> _Records for the exercise_:
=== Section Start ===

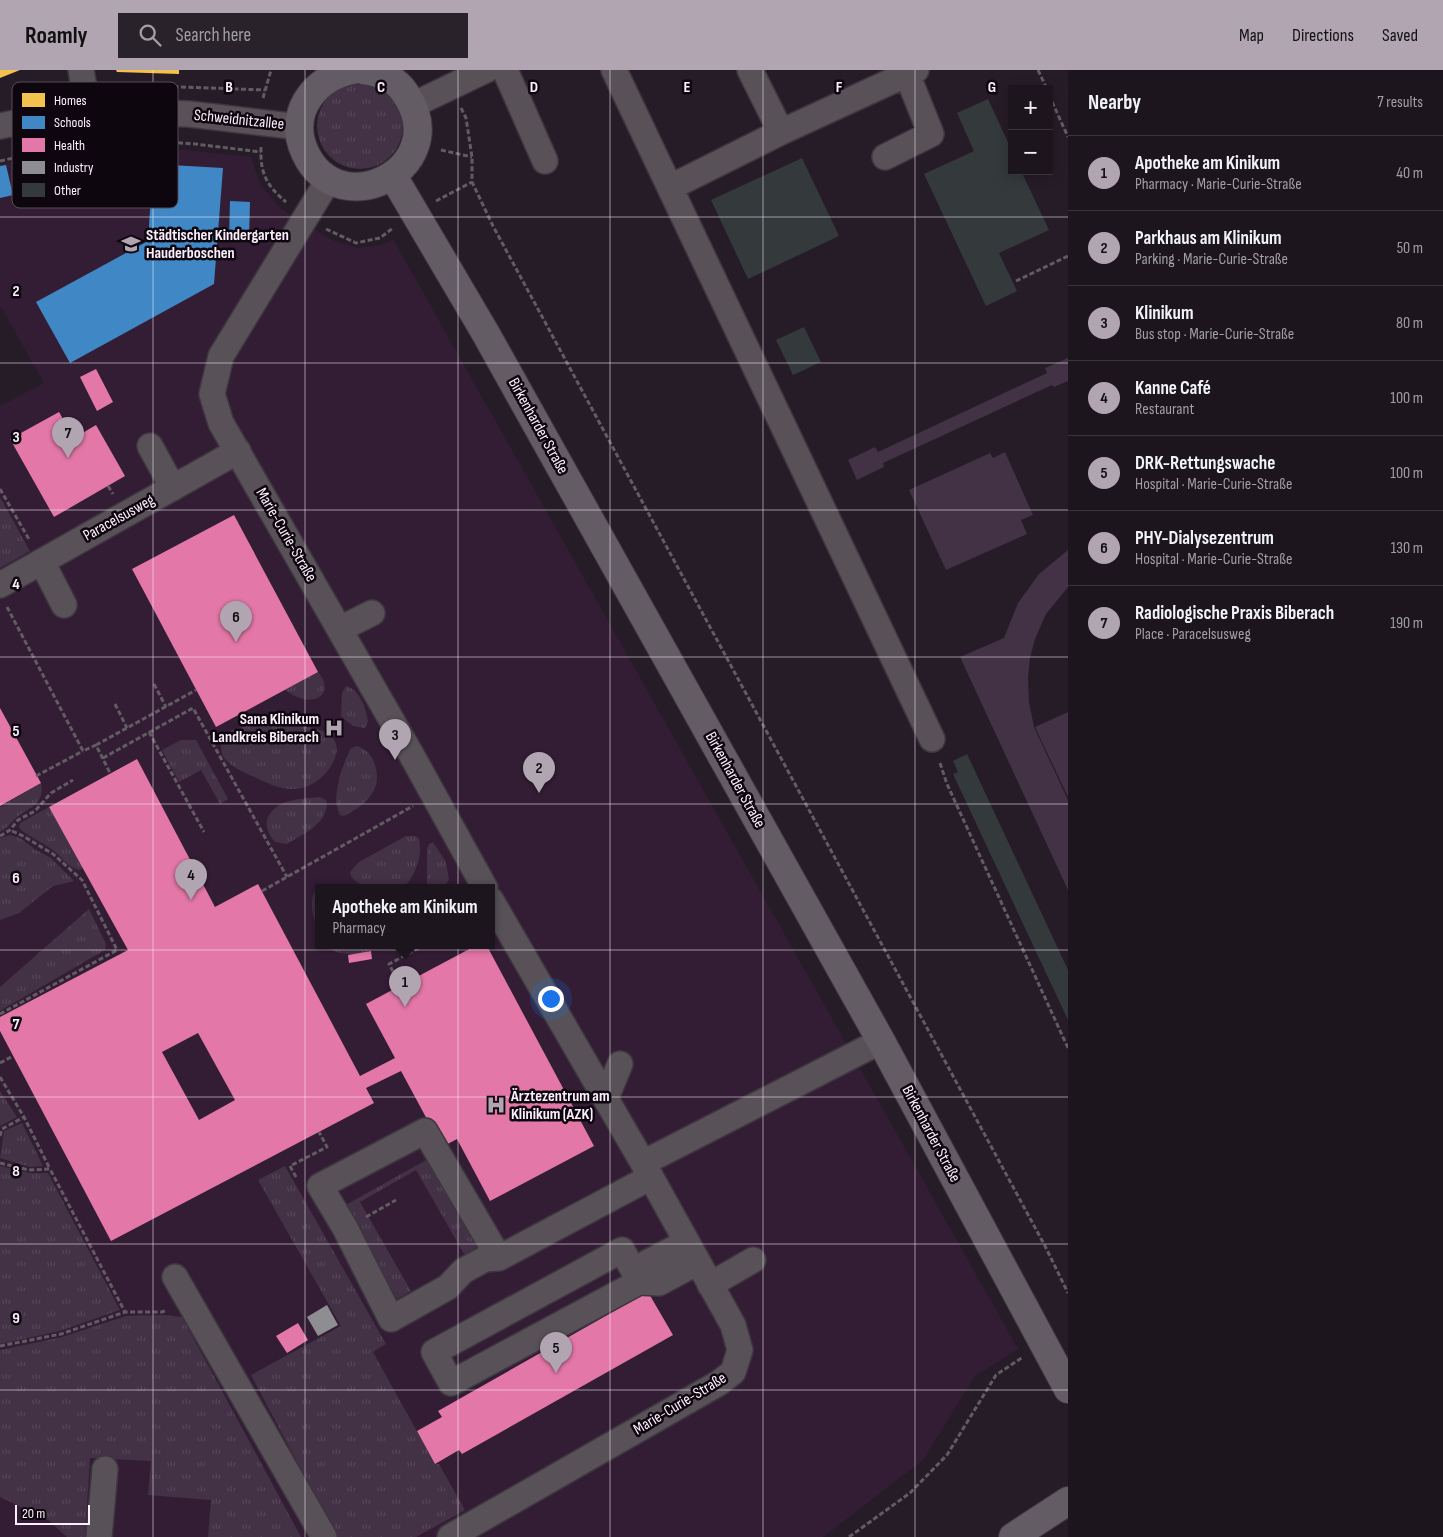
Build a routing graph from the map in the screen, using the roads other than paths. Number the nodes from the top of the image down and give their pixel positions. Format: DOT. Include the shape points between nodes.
graph roads {
  1 [pos="486,70"];
  2 [pos="505,70"];
  3 [pos="614,70"];
  4 [pos="750,70"];
  5 [pos="348,71"];
  6 [pos="912,72"];
  7 [pos="413,105"];
  8 [pos="178,114"];
  9 [pos="299,127"];
  10 [pos="781,132"];
  11 [pos="885,157"];
  12 [pos="545,161"];
  13 [pos="393,176"];
  14 [pos="329,179"];
  15 [pos="671,187"];
  16 [pos="150,446"];
  17 [pos="238,451"];
  18 [pos="173,488"];
  19 [pos="42,562"];
  20 [pos="2,593"];
  21 [pos="64,605"];
  22 [pos="372,613"];
  23 [pos="340,629"];
  24 [pos="932,739"];
  25 [pos="483,884"];
  26 [pos="495,907"];
  27 [pos="881,1041"];
  28 [pos="620,1064"];
  29 [pos="606,1098"];
  30 [pos="647,1170"];
  31 [pos="749,1254"];
  32 [pos="499,1258"];
  33 [pos="699,1265"];
  34 [pos="636,1276"];
  35 [pos="175,1277"];
  36 [pos="1068,1389"];
  37 [pos="105,1469"];
  38 [pos="1068,1502"];
  39 [pos="99,1537"];
  40 [pos="324,1537"];
  41 [pos="450,1537"];
  42 [pos="1013,1537"];
  1 -- 7 [label="street"];
  2 -- 12 [label="street"];
  3 -- 15 [label="street"];
  4 -- 10 [label="street"];
  5 -- 7 [label="main road" via="374,71 390,78 404,90"];
  5 -- 9 [label="main road" via="323,81 310,94"];
  6 -- 10 [label="street"];
  6 -- 11 [label="street" via="932,134"];
  7 -- 13 [label="main road" via="418,124 416,144 407,162"];
  8 -- 9 [label="street, Schweidnitzallee"];
  9 -- 14 [label="main road" via="307,157 316,170"];
  10 -- 15 [label="street"];
  13 -- 14 [label="main road" via="378,184 361,187"];
  13 -- 27 [label="main road, Birkenharder Straße" via="486,334"];
  14 -- 17 [label="street, Marie-Curie-Straße" via="221,356 212,394 221,422"];
  15 -- 24 [label="street"];
  16 -- 18 [label="street"];
  17 -- 18 [label="street, Paracelsusweg"];
  17 -- 23 [label="street, Marie-Curie-Straße"];
  18 -- 19 [label="street, Paracelsusweg" via="84,550"];
  19 -- 20 [label="street, Paracelsusweg"];
  19 -- 21 [label="street"];
  22 -- 23 [label="street"];
  23 -- 25 [label="street, Marie-Curie-Straße"];
  26 -- 29 [label="street, Marie-Curie-Straße"];
  27 -- 30 [label="street"];
  27 -- 36 [label="main road, Birkenharder Straße"];
  28 -- 29 [label="street"];
  29 -- 30 [label="street, Marie-Curie-Straße"];
  30 -- 32 [label="street"];
  30 -- 33 [label="street, Marie-Curie-Straße"];
  31 -- 33 [label="street"];
  32 -- 32 [label="street" via="426,1131 320,1186 391,1319 448,1287 463,1271 485,1259"];
  33 -- 34 [label="street" via="659,1283"];
  33 -- 41 [label="street, Marie-Curie-Straße" via="733,1325 740,1350 733,1372"];
  34 -- 34 [label="street" via="622,1250 434,1352 451,1383"];
  35 -- 40 [label="street"];
  37 -- 39 [label="street"];
  38 -- 42 [label="main road"];
}
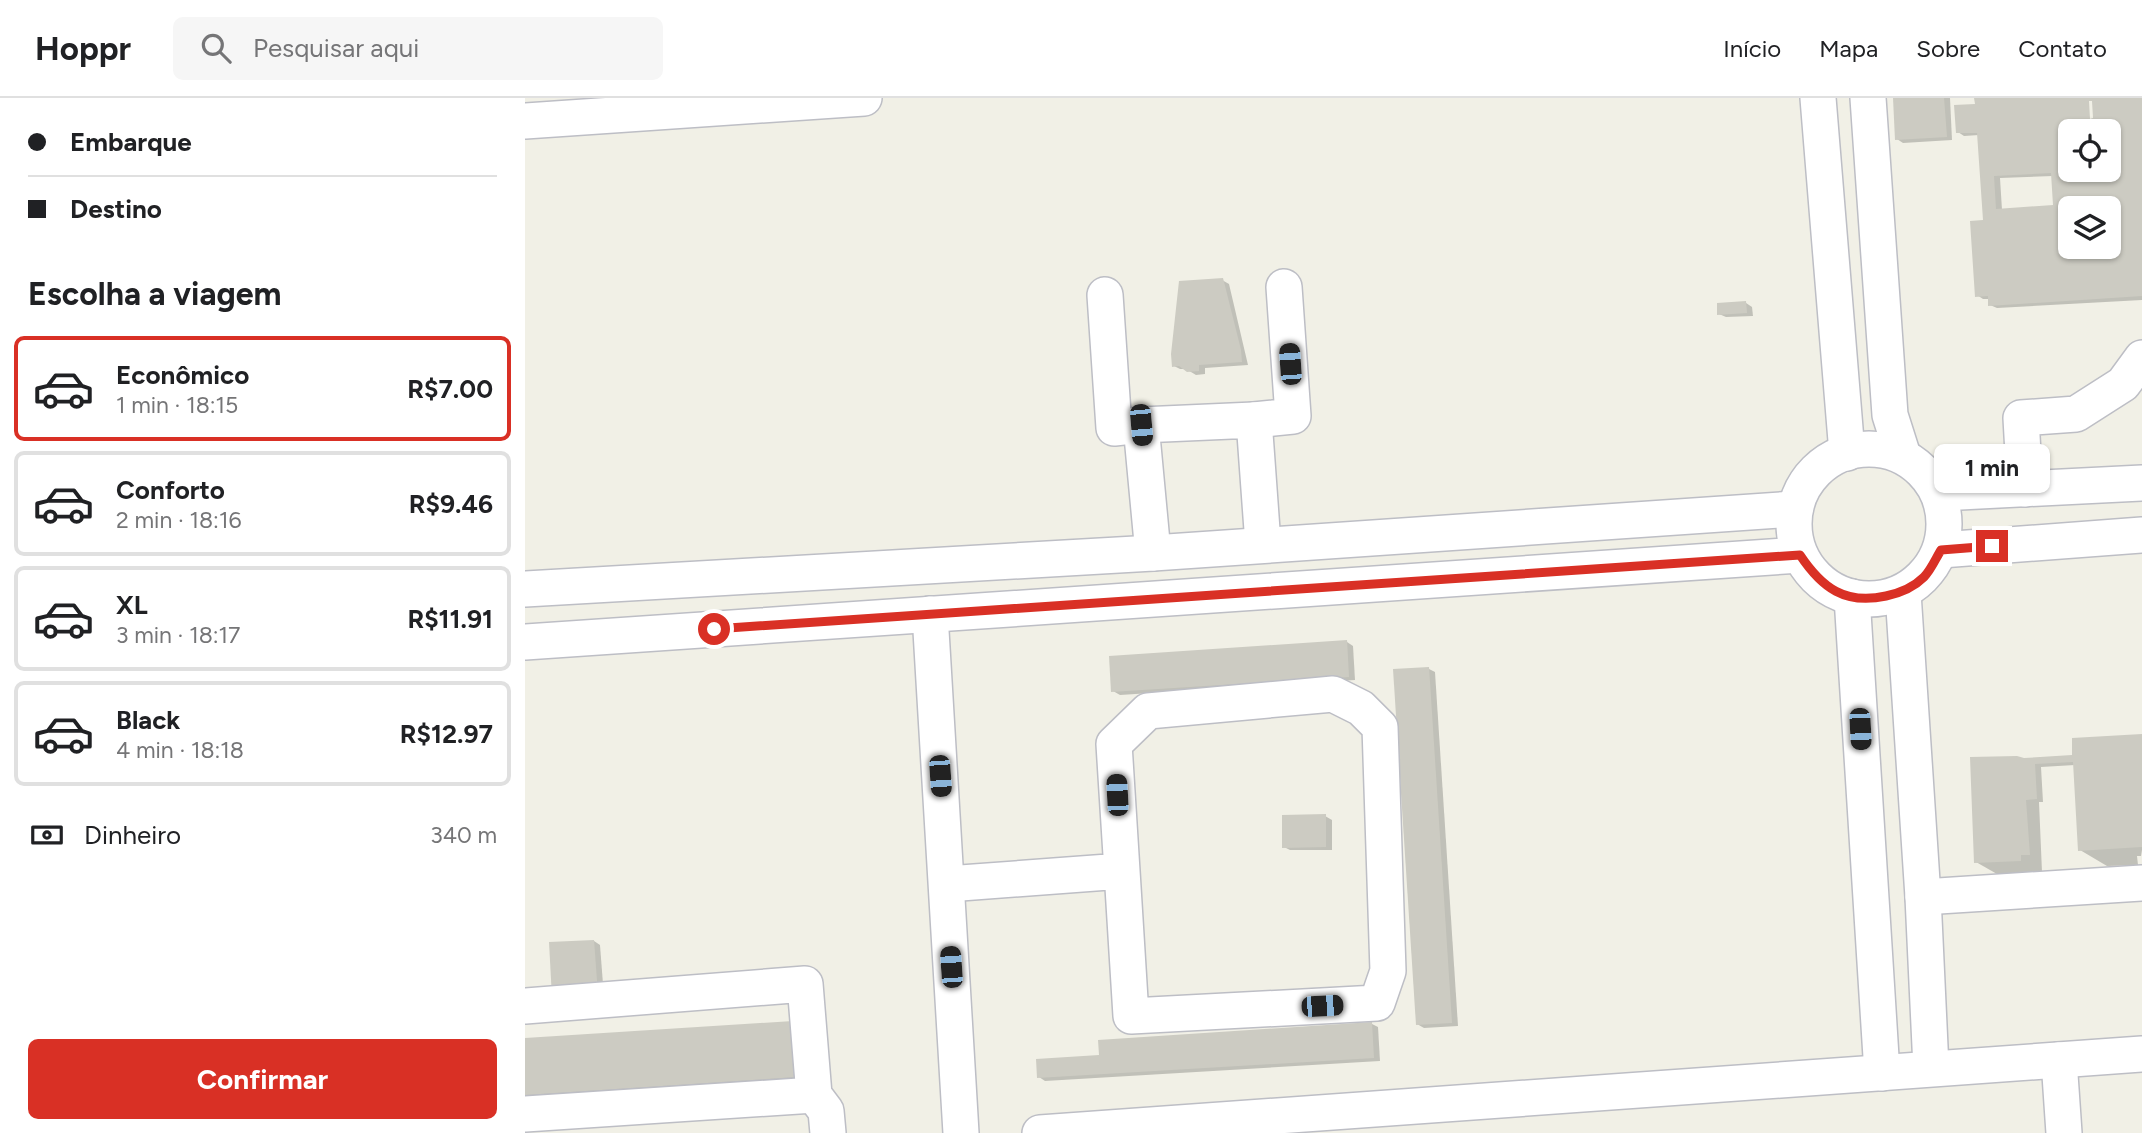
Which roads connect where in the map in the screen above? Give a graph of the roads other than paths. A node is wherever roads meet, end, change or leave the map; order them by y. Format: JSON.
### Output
{"nodes":[{"id":1,"x":864,"y":98,"type":"edge"},
{"id":2,"x":1818,"y":98,"type":"edge"},
{"id":3,"x":1868,"y":98,"type":"edge"},
{"id":4,"x":525,"y":121,"type":"edge"},
{"id":5,"x":1284,"y":286,"type":"dead end"},
{"id":6,"x":1105,"y":295,"type":"dead end"},
{"id":7,"x":2142,"y":358,"type":"edge"},
{"id":8,"x":1254,"y":420,"type":"junction"},
{"id":9,"x":1141,"y":425,"type":"junction"},
{"id":10,"x":1847,"y":453,"type":"junction"},
{"id":11,"x":1903,"y":456,"type":"junction"},
{"id":12,"x":2142,"y":483,"type":"edge"},
{"id":13,"x":2025,"y":489,"type":"junction"},
{"id":14,"x":1940,"y":493,"type":"junction"},
{"id":15,"x":1795,"y":509,"type":"junction"},
{"id":16,"x":2142,"y":535,"type":"edge"},
{"id":17,"x":1263,"y":544,"type":"junction"},
{"id":18,"x":1941,"y":550,"type":"junction"},
{"id":19,"x":1153,"y":553,"type":"junction"},
{"id":20,"x":1800,"y":555,"type":"junction"},
{"id":21,"x":525,"y":589,"type":"edge"},
{"id":22,"x":1903,"y":593,"type":"junction"},
{"id":23,"x":1852,"y":597,"type":"junction"},
{"id":24,"x":930,"y":614,"type":"junction"},
{"id":25,"x":525,"y":642,"type":"edge"},
{"id":26,"x":1122,"y":872,"type":"junction"},
{"id":27,"x":2142,"y":883,"type":"edge"},
{"id":28,"x":947,"y":884,"type":"junction"},
{"id":29,"x":1923,"y":897,"type":"junction"},
{"id":30,"x":525,"y":1006,"type":"edge"},
{"id":31,"x":2142,"y":1054,"type":"edge"},
{"id":32,"x":2059,"y":1060,"type":"junction"},
{"id":33,"x":1931,"y":1068,"type":"junction"},
{"id":34,"x":1882,"y":1073,"type":"junction"},
{"id":35,"x":814,"y":1095,"type":"junction"},
{"id":36,"x":525,"y":1114,"type":"edge"},
{"id":37,"x":828,"y":1133,"type":"edge"},
{"id":38,"x":961,"y":1133,"type":"edge"},
{"id":39,"x":1040,"y":1133,"type":"edge"},
{"id":40,"x":2064,"y":1133,"type":"edge"}],
"edges":[{"from":1,"to":4,"type":"lane"},
{"from":2,"to":10,"type":"lane"},
{"from":3,"to":11,"type":"lane"},
{"from":5,"to":8,"type":"lane"},
{"from":6,"to":9,"type":"lane"},
{"from":7,"to":13,"type":"lane"},
{"from":8,"to":9,"type":"lane"},
{"from":8,"to":17,"type":"lane"},
{"from":9,"to":19,"type":"lane"},
{"from":10,"to":11,"type":"lane"},
{"from":10,"to":15,"type":"lane"},
{"from":11,"to":14,"type":"lane"},
{"from":12,"to":13,"type":"lane"},
{"from":13,"to":14,"type":"lane"},
{"from":14,"to":18,"type":"lane"},
{"from":15,"to":17,"type":"lane"},
{"from":15,"to":20,"type":"lane"},
{"from":16,"to":18,"type":"lane"},
{"from":17,"to":19,"type":"lane"},
{"from":18,"to":22,"type":"lane"},
{"from":19,"to":21,"type":"lane"},
{"from":20,"to":23,"type":"lane"},
{"from":20,"to":24,"type":"lane"},
{"from":22,"to":23,"type":"lane"},
{"from":22,"to":29,"type":"lane"},
{"from":23,"to":34,"type":"lane"},
{"from":24,"to":25,"type":"lane"},
{"from":24,"to":28,"type":"lane"},
{"from":26,"to":26,"type":"lane"},
{"from":26,"to":28,"type":"lane"},
{"from":27,"to":29,"type":"lane"},
{"from":28,"to":38,"type":"lane"},
{"from":29,"to":33,"type":"lane"},
{"from":30,"to":35,"type":"lane"},
{"from":31,"to":32,"type":"lane"},
{"from":32,"to":33,"type":"lane"},
{"from":32,"to":40,"type":"lane"},
{"from":33,"to":34,"type":"lane"},
{"from":34,"to":39,"type":"lane"},
{"from":35,"to":36,"type":"lane"},
{"from":35,"to":37,"type":"lane"}]}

=== Section End ===

> _What you are asked to do_: The material must be restated verbatim. Its pictures must be omitted.

> _Answer to the exercise_:
Build a routing graph from the map in the screen, using the roads other than paths. Number the nodes from the top of the image down and give their pixel positions. Format: DOT. Include the shape points between nodes.
graph roads {
  1 [pos="486,70"];
  2 [pos="505,70"];
  3 [pos="614,70"];
  4 [pos="750,70"];
  5 [pos="348,71"];
  6 [pos="912,72"];
  7 [pos="413,105"];
  8 [pos="178,114"];
  9 [pos="299,127"];
  10 [pos="781,132"];
  11 [pos="885,157"];
  12 [pos="545,161"];
  13 [pos="393,176"];
  14 [pos="329,179"];
  15 [pos="671,187"];
  16 [pos="150,446"];
  17 [pos="238,451"];
  18 [pos="173,488"];
  19 [pos="42,562"];
  20 [pos="2,593"];
  21 [pos="64,605"];
  22 [pos="372,613"];
  23 [pos="340,629"];
  24 [pos="932,739"];
  25 [pos="483,884"];
  26 [pos="495,907"];
  27 [pos="881,1041"];
  28 [pos="620,1064"];
  29 [pos="606,1098"];
  30 [pos="647,1170"];
  31 [pos="749,1254"];
  32 [pos="499,1258"];
  33 [pos="699,1265"];
  34 [pos="636,1276"];
  35 [pos="175,1277"];
  36 [pos="1068,1389"];
  37 [pos="105,1469"];
  38 [pos="1068,1502"];
  39 [pos="99,1537"];
  40 [pos="324,1537"];
  41 [pos="450,1537"];
  42 [pos="1013,1537"];
  1 -- 7 [label="street"];
  2 -- 12 [label="street"];
  3 -- 15 [label="street"];
  4 -- 10 [label="street"];
  5 -- 7 [label="main road" via="374,71 390,78 404,90"];
  5 -- 9 [label="main road" via="323,81 310,94"];
  6 -- 10 [label="street"];
  6 -- 11 [label="street" via="932,134"];
  7 -- 13 [label="main road" via="418,124 416,144 407,162"];
  8 -- 9 [label="street, Schweidnitzallee"];
  9 -- 14 [label="main road" via="307,157 316,170"];
  10 -- 15 [label="street"];
  13 -- 14 [label="main road" via="378,184 361,187"];
  13 -- 27 [label="main road, Birkenharder Straße" via="486,334"];
  14 -- 17 [label="street, Marie-Curie-Straße" via="221,356 212,394 221,422"];
  15 -- 24 [label="street"];
  16 -- 18 [label="street"];
  17 -- 18 [label="street, Paracelsusweg"];
  17 -- 23 [label="street, Marie-Curie-Straße"];
  18 -- 19 [label="street, Paracelsusweg" via="84,550"];
  19 -- 20 [label="street, Paracelsusweg"];
  19 -- 21 [label="street"];
  22 -- 23 [label="street"];
  23 -- 25 [label="street, Marie-Curie-Straße"];
  26 -- 29 [label="street, Marie-Curie-Straße"];
  27 -- 30 [label="street"];
  27 -- 36 [label="main road, Birkenharder Straße"];
  28 -- 29 [label="street"];
  29 -- 30 [label="street, Marie-Curie-Straße"];
  30 -- 32 [label="street"];
  30 -- 33 [label="street, Marie-Curie-Straße"];
  31 -- 33 [label="street"];
  32 -- 32 [label="street" via="426,1131 320,1186 391,1319 448,1287 463,1271 485,1259"];
  33 -- 34 [label="street" via="659,1283"];
  33 -- 41 [label="street, Marie-Curie-Straße" via="733,1325 740,1350 733,1372"];
  34 -- 34 [label="street" via="622,1250 434,1352 451,1383"];
  35 -- 40 [label="street"];
  37 -- 39 [label="street"];
  38 -- 42 [label="main road"];
}
Which roads connect where in the map in the screen above? Give a graph of the roads other than paths. A node is wherever roads meet, end, change or leave the map; order them by y. Format: JSON.
### Output
{"nodes":[{"id":1,"x":864,"y":98,"type":"edge"},
{"id":2,"x":1818,"y":98,"type":"edge"},
{"id":3,"x":1868,"y":98,"type":"edge"},
{"id":4,"x":525,"y":121,"type":"edge"},
{"id":5,"x":1284,"y":286,"type":"dead end"},
{"id":6,"x":1105,"y":295,"type":"dead end"},
{"id":7,"x":2142,"y":358,"type":"edge"},
{"id":8,"x":1254,"y":420,"type":"junction"},
{"id":9,"x":1141,"y":425,"type":"junction"},
{"id":10,"x":1847,"y":453,"type":"junction"},
{"id":11,"x":1903,"y":456,"type":"junction"},
{"id":12,"x":2142,"y":483,"type":"edge"},
{"id":13,"x":2025,"y":489,"type":"junction"},
{"id":14,"x":1940,"y":493,"type":"junction"},
{"id":15,"x":1795,"y":509,"type":"junction"},
{"id":16,"x":2142,"y":535,"type":"edge"},
{"id":17,"x":1263,"y":544,"type":"junction"},
{"id":18,"x":1941,"y":550,"type":"junction"},
{"id":19,"x":1153,"y":553,"type":"junction"},
{"id":20,"x":1800,"y":555,"type":"junction"},
{"id":21,"x":525,"y":589,"type":"edge"},
{"id":22,"x":1903,"y":593,"type":"junction"},
{"id":23,"x":1852,"y":597,"type":"junction"},
{"id":24,"x":930,"y":614,"type":"junction"},
{"id":25,"x":525,"y":642,"type":"edge"},
{"id":26,"x":1122,"y":872,"type":"junction"},
{"id":27,"x":2142,"y":883,"type":"edge"},
{"id":28,"x":947,"y":884,"type":"junction"},
{"id":29,"x":1923,"y":897,"type":"junction"},
{"id":30,"x":525,"y":1006,"type":"edge"},
{"id":31,"x":2142,"y":1054,"type":"edge"},
{"id":32,"x":2059,"y":1060,"type":"junction"},
{"id":33,"x":1931,"y":1068,"type":"junction"},
{"id":34,"x":1882,"y":1073,"type":"junction"},
{"id":35,"x":814,"y":1095,"type":"junction"},
{"id":36,"x":525,"y":1114,"type":"edge"},
{"id":37,"x":828,"y":1133,"type":"edge"},
{"id":38,"x":961,"y":1133,"type":"edge"},
{"id":39,"x":1040,"y":1133,"type":"edge"},
{"id":40,"x":2064,"y":1133,"type":"edge"}],
"edges":[{"from":1,"to":4,"type":"lane"},
{"from":2,"to":10,"type":"lane"},
{"from":3,"to":11,"type":"lane"},
{"from":5,"to":8,"type":"lane"},
{"from":6,"to":9,"type":"lane"},
{"from":7,"to":13,"type":"lane"},
{"from":8,"to":9,"type":"lane"},
{"from":8,"to":17,"type":"lane"},
{"from":9,"to":19,"type":"lane"},
{"from":10,"to":11,"type":"lane"},
{"from":10,"to":15,"type":"lane"},
{"from":11,"to":14,"type":"lane"},
{"from":12,"to":13,"type":"lane"},
{"from":13,"to":14,"type":"lane"},
{"from":14,"to":18,"type":"lane"},
{"from":15,"to":17,"type":"lane"},
{"from":15,"to":20,"type":"lane"},
{"from":16,"to":18,"type":"lane"},
{"from":17,"to":19,"type":"lane"},
{"from":18,"to":22,"type":"lane"},
{"from":19,"to":21,"type":"lane"},
{"from":20,"to":23,"type":"lane"},
{"from":20,"to":24,"type":"lane"},
{"from":22,"to":23,"type":"lane"},
{"from":22,"to":29,"type":"lane"},
{"from":23,"to":34,"type":"lane"},
{"from":24,"to":25,"type":"lane"},
{"from":24,"to":28,"type":"lane"},
{"from":26,"to":26,"type":"lane"},
{"from":26,"to":28,"type":"lane"},
{"from":27,"to":29,"type":"lane"},
{"from":28,"to":38,"type":"lane"},
{"from":29,"to":33,"type":"lane"},
{"from":30,"to":35,"type":"lane"},
{"from":31,"to":32,"type":"lane"},
{"from":32,"to":33,"type":"lane"},
{"from":32,"to":40,"type":"lane"},
{"from":33,"to":34,"type":"lane"},
{"from":34,"to":39,"type":"lane"},
{"from":35,"to":36,"type":"lane"},
{"from":35,"to":37,"type":"lane"}]}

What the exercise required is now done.